En matière de source de données, les sites web2.0 tels que Flickr, AOL, YouTube, DailyMotion rassemblent un matériau unique. Des images dont la particularité est de ne pas avoir été produite dans une intention commerciale, mais qui représente le regard quotidien et naïf d’une large population, une population internationale, une image globale, une image localisable. On y cherchera volontiers la manière dont les marques y sont représentées. On y trouve aussi un matériau plus habituel, celui qui provient de sources commerciales, et auxquelles ces populations sont exposées, son abondance à l’avantage d’avoir été sélectionnées par ces dernières. La première garde la valeur de l’ingénuité qui rend compte de ce que deviennent les efforts à produire des images.

Quels que soient les buts de l’étude : analyse phénoménologiques, exploration de l’expérience des consommateurs, étude sémiotique, associations d’idées, représentations sociales, images de marques, deux grands problèmes se dégagent. Comment constituer à partir de ces sources un corpus pertinent ? Autrement dit la question de l’échantillonnage. Comment analyser ce corpus ? Quel codage ? Quel traitement ?

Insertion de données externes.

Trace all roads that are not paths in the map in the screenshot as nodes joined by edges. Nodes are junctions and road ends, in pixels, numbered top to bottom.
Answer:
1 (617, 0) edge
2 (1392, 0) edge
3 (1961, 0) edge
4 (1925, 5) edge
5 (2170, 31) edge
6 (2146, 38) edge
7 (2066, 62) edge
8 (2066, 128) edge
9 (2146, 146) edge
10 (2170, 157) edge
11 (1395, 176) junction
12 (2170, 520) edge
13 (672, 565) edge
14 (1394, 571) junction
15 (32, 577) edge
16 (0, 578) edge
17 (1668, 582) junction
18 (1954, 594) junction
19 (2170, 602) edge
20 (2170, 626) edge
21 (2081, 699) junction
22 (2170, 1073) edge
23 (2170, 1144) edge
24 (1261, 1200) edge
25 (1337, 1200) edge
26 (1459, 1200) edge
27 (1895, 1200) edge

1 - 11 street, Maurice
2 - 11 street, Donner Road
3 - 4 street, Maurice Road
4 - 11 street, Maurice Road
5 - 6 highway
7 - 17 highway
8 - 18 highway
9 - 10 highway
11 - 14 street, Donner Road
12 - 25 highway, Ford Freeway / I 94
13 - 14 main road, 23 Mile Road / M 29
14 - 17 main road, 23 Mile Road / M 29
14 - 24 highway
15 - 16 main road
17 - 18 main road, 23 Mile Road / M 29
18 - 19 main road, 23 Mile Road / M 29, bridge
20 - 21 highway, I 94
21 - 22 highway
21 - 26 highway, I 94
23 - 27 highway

Ces questions feront l’objet de la discussion de l’atelier du 31 janvier 2008 à la suite de la présentation d’un travail initiateur d’ Eric Vernette, Professeur à l’Université Toulouse I et par ailleurs Président de l’Association Française du Marketing.

Marketing et comptabilité : de nouvelles relations


Nous ne cesserons pas d’affirmer dans ce blog qu’une des innovations apportée par les technologies de l’information, le système CRM en premier lieux, est de pouvoir mieux compter ce que l’on alloue à chaque client pour l’attirer, le retenir et accroître le chiffre d’affaire qu’on réalise avec lui, où même réduire la dépense qu’on lui alloue.

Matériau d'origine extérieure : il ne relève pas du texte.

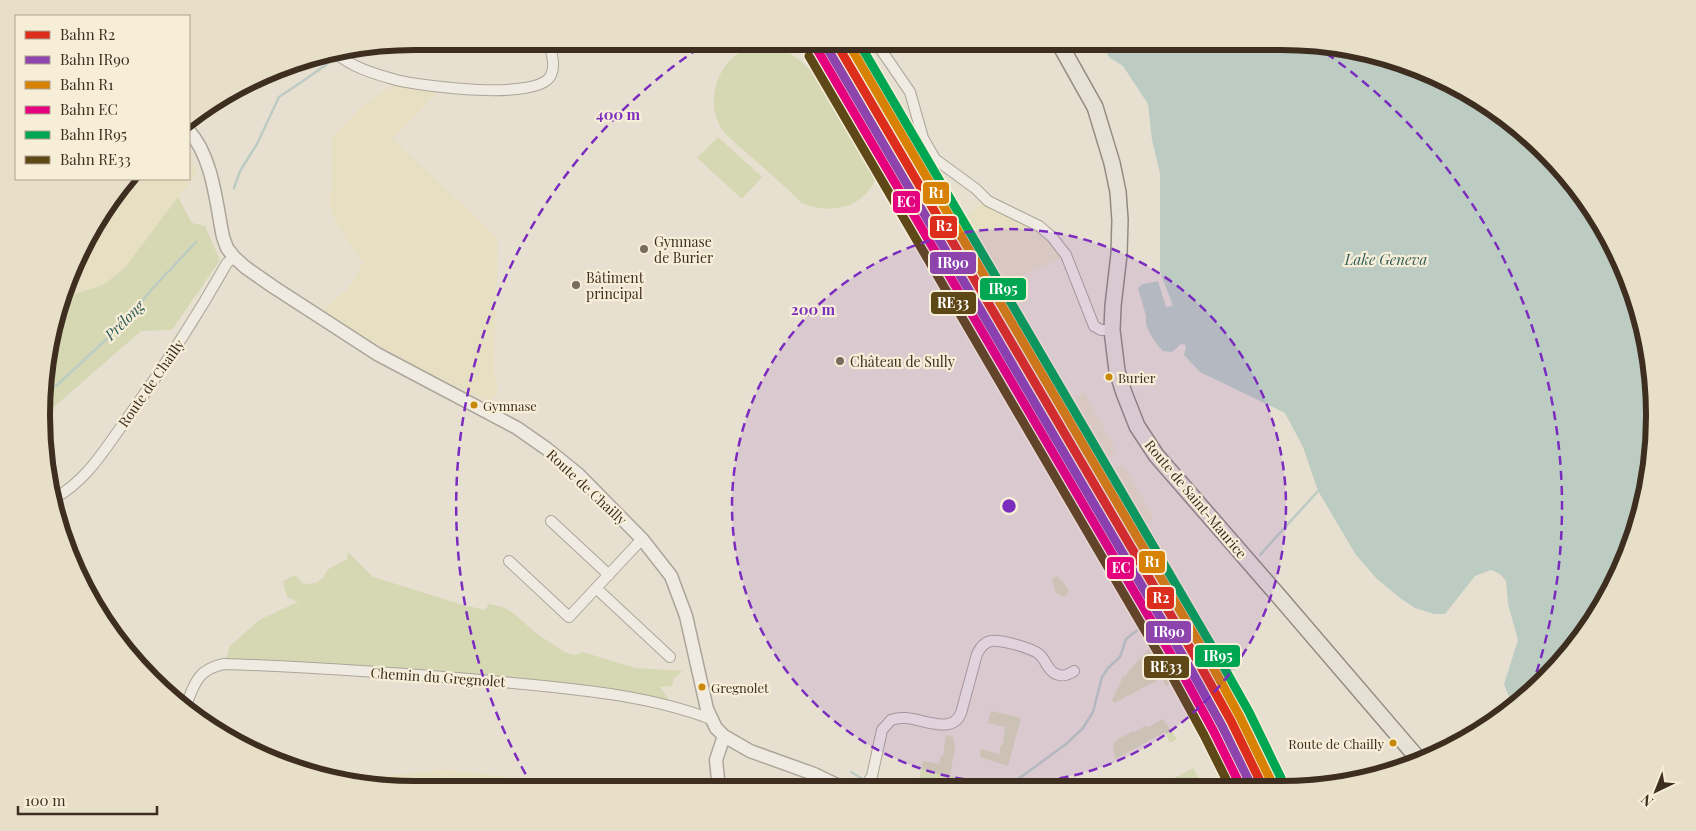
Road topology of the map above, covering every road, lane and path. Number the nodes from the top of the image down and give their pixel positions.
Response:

Si le marketing prête un intérêt particulier à la capacité d’accroître les gains, il doit être attentif aux coûts engagés pour les atteindre. Avant même d’en faire la balance il est nécessaire que l’on compte et les gains et les coûts, et si nous pouvons le faire à l’échelle du segment, ou du client, un progrès est enregistré.

Mais ce progrès nécessite d’explorer ce nouvel espace de la comptabilité, et de comprendre comment le marketing peut adresser à la première des informations qui lui permettent de mieux rendre compte des coûts, des gains et de la rentabilité de l’action. Au-delà d’autres questions peuvent être envisagée : celles du contrôle de la pertinence, de l’efficience et de l’efficacité des plans marketing élaborés dans ce nouvel environnement.

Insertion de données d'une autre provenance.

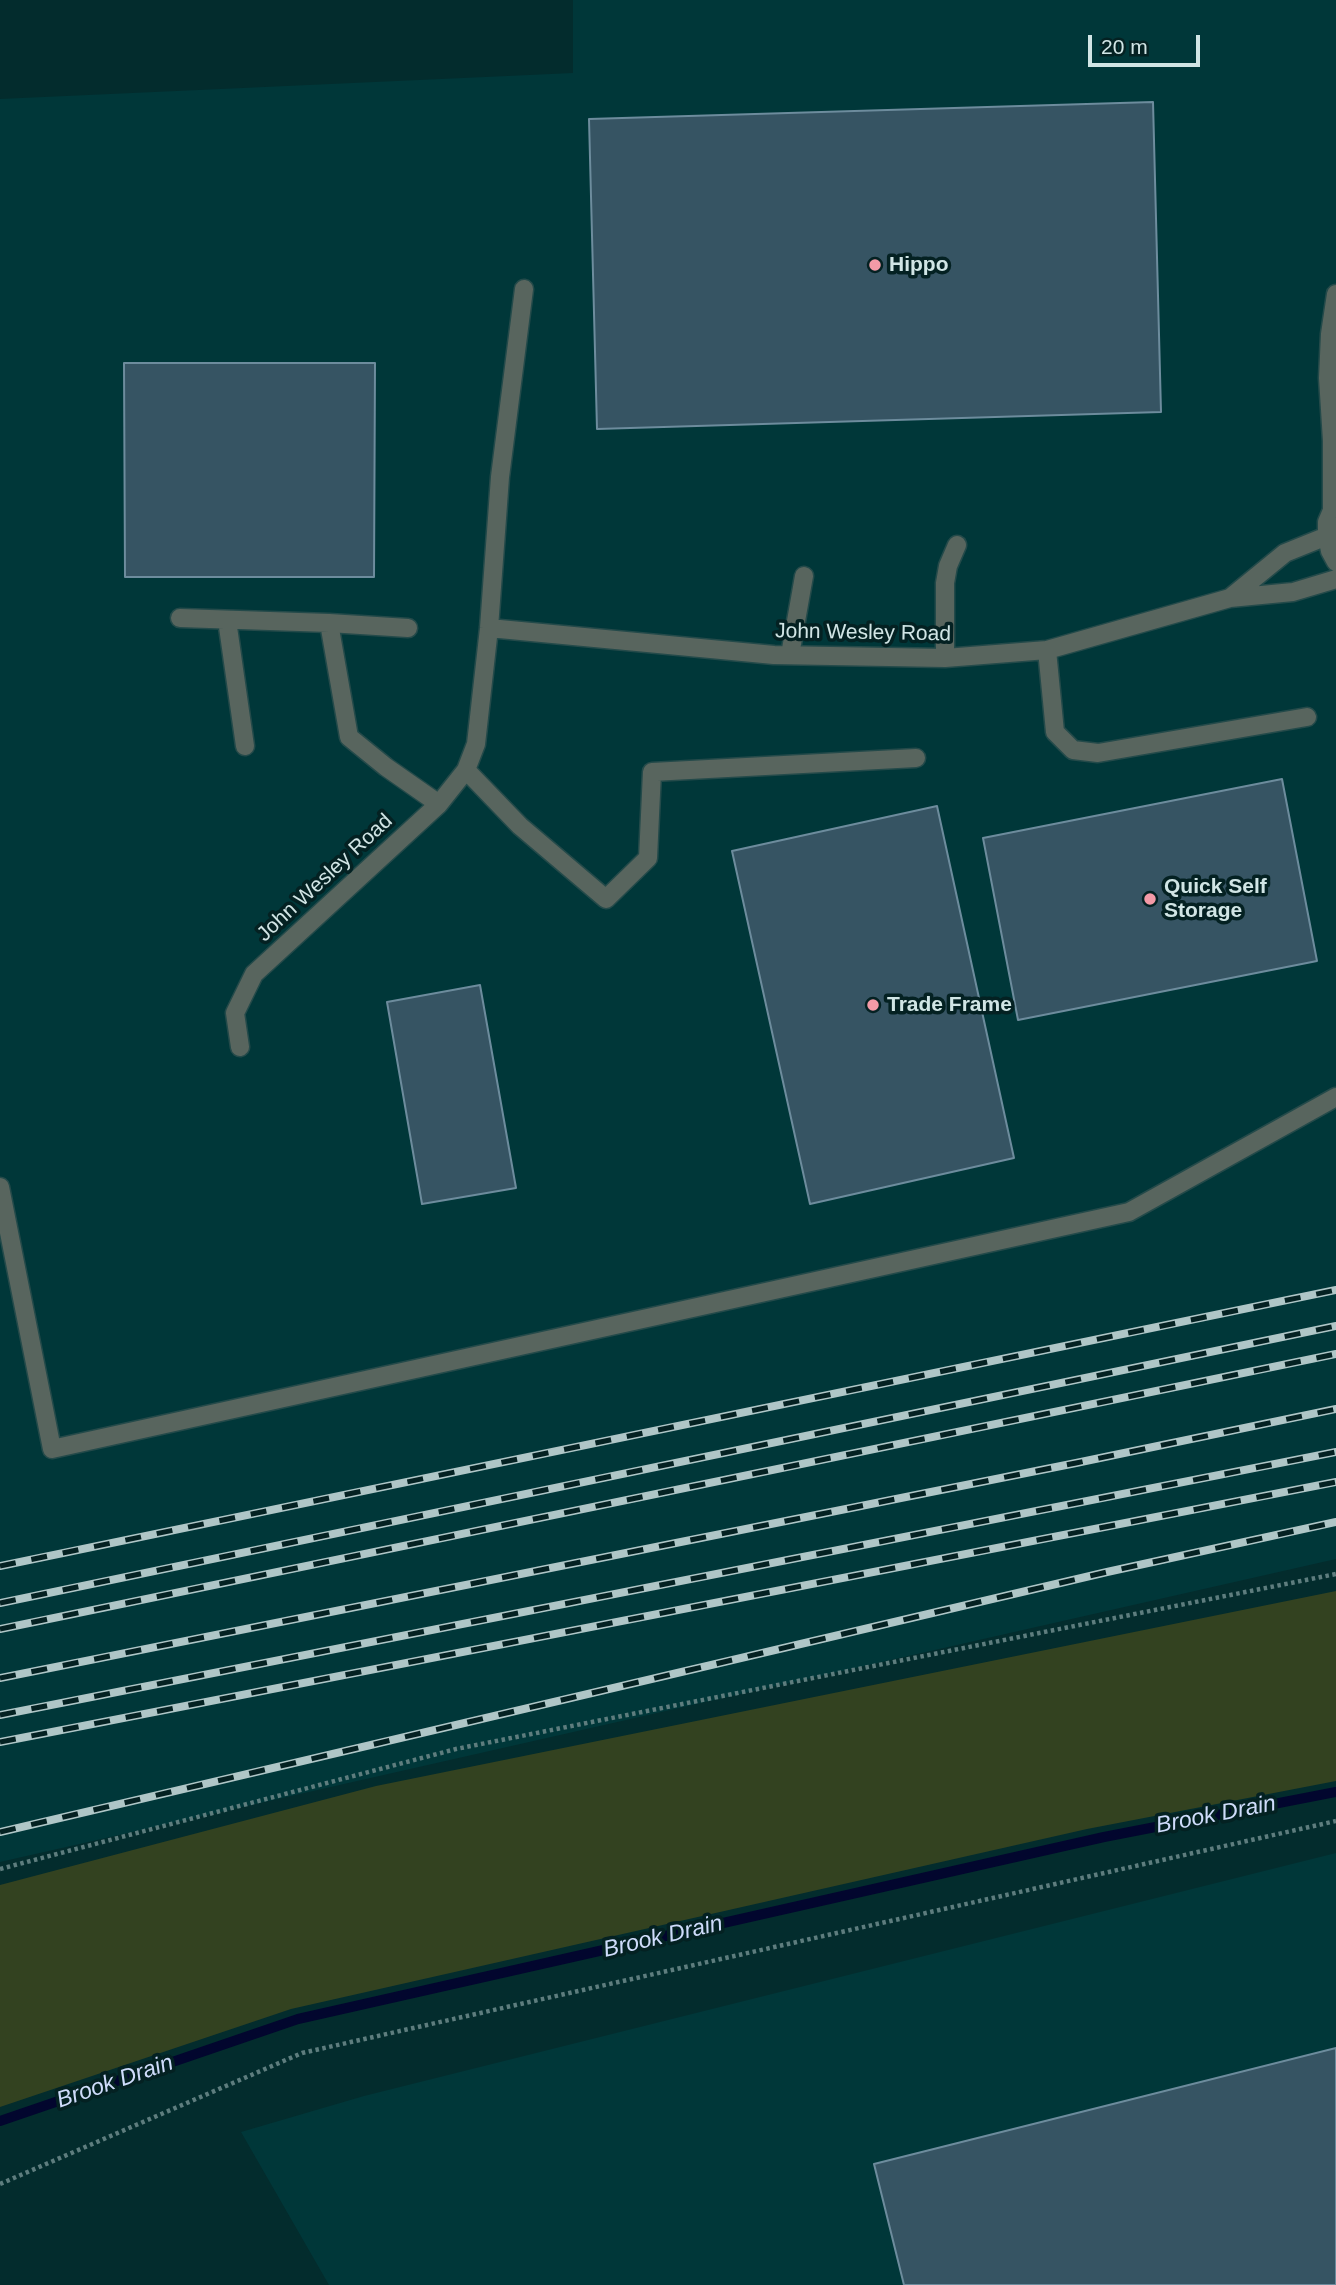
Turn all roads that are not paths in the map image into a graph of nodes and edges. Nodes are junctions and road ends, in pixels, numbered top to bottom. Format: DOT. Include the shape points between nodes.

L’objet de cette séance se situera exactement dans cette perspective : l’implantation de système CRM ne contribue pas seulement à une individualisation de la gestion marketing mais aussi à l’individualisation du calcul des charges, de celui des coûts et de celui de la rentabilité. Que ce soit au niveau de l’enregistrement des charges, où à celui du contrôle des opérations, la révolution technologie demande un nouveau dialogue entre les comptables, les contrôleurs de gestions et les responsables du marketing. Des techniques telles que l’ABC, l’ARC, et toutes autres méthodes destinées à mesurer les coûts clients, devront jouer un rôle plus important dans la décision marketing.

Nous opposerons ainsi à nos invités, éminents comptables, Olivier de la Villarmois et Yves Levant, quelques problèmes dont leurs solutions, permettent de nouveaux modes d’allocation des ressources, de nouvelles voies de performance.